Retour sur le débat autour de l’éducation « yutori »

Société

Nakai Kôichi [Profil]

La « baisse du niveau scolaire » des élèves japonais à la fin des années 1990 fut le point de départ d’un considérable débat de société. Au bout du compte, le ministère de l'Éducation, de la Culture, des Sports et des Sciences a été contraint de réviser sa politique « d'éducation yutori (sans pression) », considérée comme à l’origine de cette baisse de niveau. Les nouvelles orientations mises en place cette année par le gouvernement en matière d’éducation pour sortir de cette politique sont l’occasion de jeter un regard en arrière sur ce que recouvrait en réalité la problématique autour de la « baisse du niveau scolaire » et de « l’éducation sans pression ».
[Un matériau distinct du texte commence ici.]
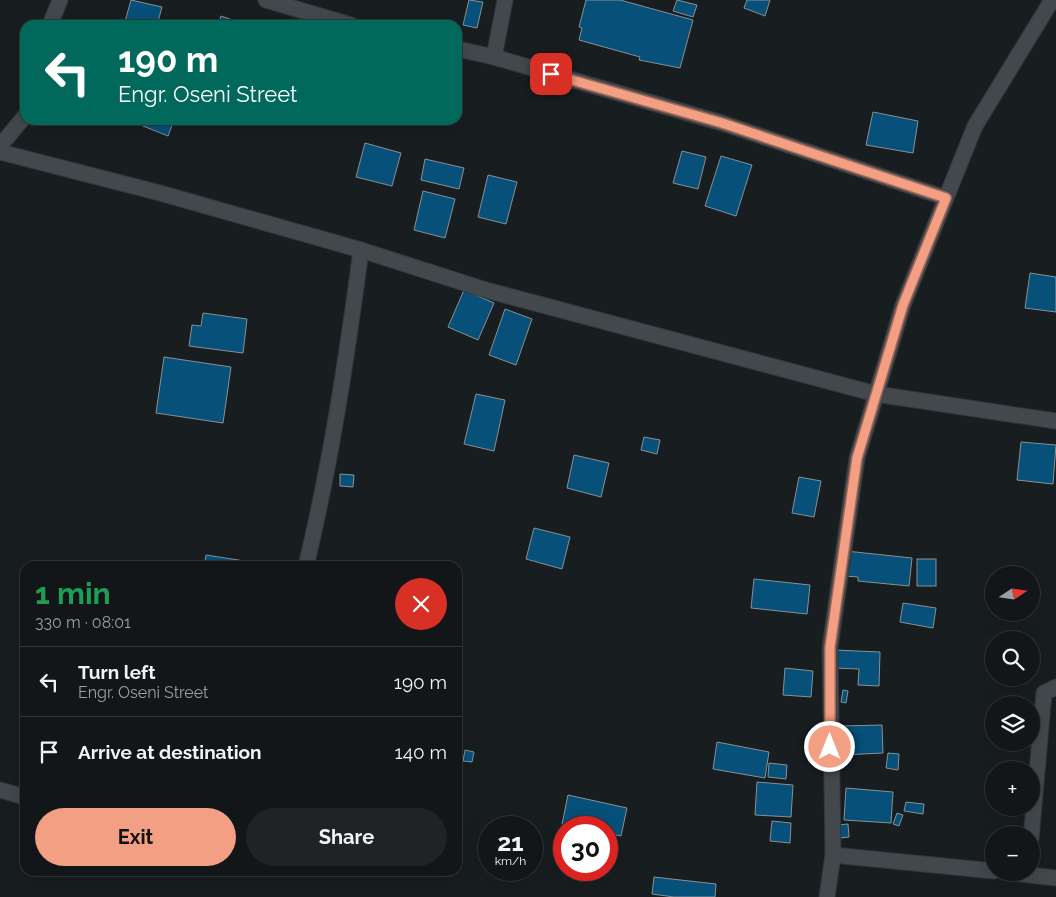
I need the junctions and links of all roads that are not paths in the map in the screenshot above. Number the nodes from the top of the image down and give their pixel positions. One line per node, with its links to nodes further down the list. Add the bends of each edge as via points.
1 (60, 0): 5 (street)
2 (266, 0): 6 (street)
3 (505, 0): 8 (street)
4 (1052, 0): 12 (street, via 975,126)
5 (52, 20)
6 (334, 20)
7 (462, 50): 8 (street)
8 (494, 57): 12 (street, via 722,123)
9 (20, 122): 10 (street)
10 (0, 146)
11 (0, 152): 13 (street)
12 (946, 198): 14 (street, via 903,305)
13 (361, 250): 14 (street, via 486,290); 16 (street, via 343,388)
14 (876, 394): 15 (street); 21 (street, via 857,458 830,647)
15 (1056, 421)
16 (307, 561)
17 (1056, 687): 20 (street, via 1044,693)
18 (0, 790): 19 (street)
19 (20, 796)
20 (1032, 826)
21 (832, 855): 22 (street); 25 (street)
22 (985, 870)
23 (1040, 876): 24 (street)
24 (1056, 878)
25 (827, 897)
Les « laissés pour compte » et l’école dévastée

Parallèlement à la surchauffe de la guerre des concours apparut le problème des élèves « laissés pour compte ». L’expression « 7-5-3 » fit son apparition dans le jargon scolaire, au sens de : 70% des élèves du primaire comprennent les leçons ; ils sont 50% au collège et 30% au lycée. D’autres problèmes émergèrent, tels que violence scolaire, intimidation, absentéisme. Ce qu’on a appelé la faillite du système scolaire.
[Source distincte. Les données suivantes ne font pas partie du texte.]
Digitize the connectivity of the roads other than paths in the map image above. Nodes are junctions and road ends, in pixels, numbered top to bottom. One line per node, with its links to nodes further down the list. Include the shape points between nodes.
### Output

Compétition scolaire et enfer des concours furent montrés du doigt comme étant la cause de tous ces problèmes. On accusa l’enseignement par « acquisition de connaissances » de n’être qu’un bourrage de crâne. Trouver une solution à ces problèmes fut au cœur des réflexions sur l’éducation des années 70 et 80 et des réformes de l’enseignement. C’est dans ce contexte qu’apparurent les mesures se prévalant d’une « éducation sans pression ». La diminution des programmes et une sélection plus minutieuse des contenus visaient à diminuer la pression sur les élèves, avec l’objectif de diminuer le nombre des laissés pour compte et de résoudre la faillite de l’école. Le système des examens d’entrée fut également amendé, des programmes plus souples furent introduits, laissant plus de place au choix personnel des matières dans des lycées plus diversifiés.
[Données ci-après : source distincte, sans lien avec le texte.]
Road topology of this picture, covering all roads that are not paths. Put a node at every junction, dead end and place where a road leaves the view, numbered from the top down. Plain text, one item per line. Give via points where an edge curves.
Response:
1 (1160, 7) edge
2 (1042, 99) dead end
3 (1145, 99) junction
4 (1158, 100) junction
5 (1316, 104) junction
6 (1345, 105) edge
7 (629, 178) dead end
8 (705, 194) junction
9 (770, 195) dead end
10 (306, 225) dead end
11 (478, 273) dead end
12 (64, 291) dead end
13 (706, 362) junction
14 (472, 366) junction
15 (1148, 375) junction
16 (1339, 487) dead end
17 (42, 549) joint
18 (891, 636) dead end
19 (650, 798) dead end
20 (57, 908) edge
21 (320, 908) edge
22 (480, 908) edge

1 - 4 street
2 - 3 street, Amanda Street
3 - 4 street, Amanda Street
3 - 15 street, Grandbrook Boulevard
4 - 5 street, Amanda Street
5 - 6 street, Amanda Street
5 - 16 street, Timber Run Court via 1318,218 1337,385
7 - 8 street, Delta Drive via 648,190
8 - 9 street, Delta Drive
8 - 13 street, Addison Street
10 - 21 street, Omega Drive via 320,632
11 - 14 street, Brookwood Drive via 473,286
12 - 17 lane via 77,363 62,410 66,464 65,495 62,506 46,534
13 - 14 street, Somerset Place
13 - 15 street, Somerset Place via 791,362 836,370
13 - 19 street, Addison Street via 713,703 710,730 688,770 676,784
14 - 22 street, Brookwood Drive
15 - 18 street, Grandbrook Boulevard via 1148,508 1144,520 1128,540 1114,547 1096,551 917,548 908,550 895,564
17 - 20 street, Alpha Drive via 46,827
Toutefois, un autre aspect se trouvait au cœur des réformes de l'éducation des années 1980 : le besoin d’adapter l’éducation aux temps à venir. La question était d’établir qu’elles étaient les connaissances requises et nécessaires pour  répondre aux besoins de la société de l’information qui se profilait pour le XXIe siècle. Il apparaissait en effet évident que ce que nous permettait d’acquérir une éducation « bourrage de crâne » « uniformisatrice » n’était pas adapté à l’évolution du monde. Ce dont nous avions besoin pour l’avenir, c’était d’une éducation de type « résolution de problème » et « apprentissage par l’expérience », qui seule pouvait développer « l’aptitude à vivre », c’est à dire une capacité d’apprendre par soi-même et de penser par soi-même. Autrement dit une « nouvelle vision éducative ». Cette question avait été débattue dans les années 1980 dans le cadre de la commission d’enquête extraordinaire sur l’éducation créée par M. Nakasone Yasuhiro, alors Premier Ministre. C’est tout cela que recouvrait la réforme dite « d’éducation sans pression ».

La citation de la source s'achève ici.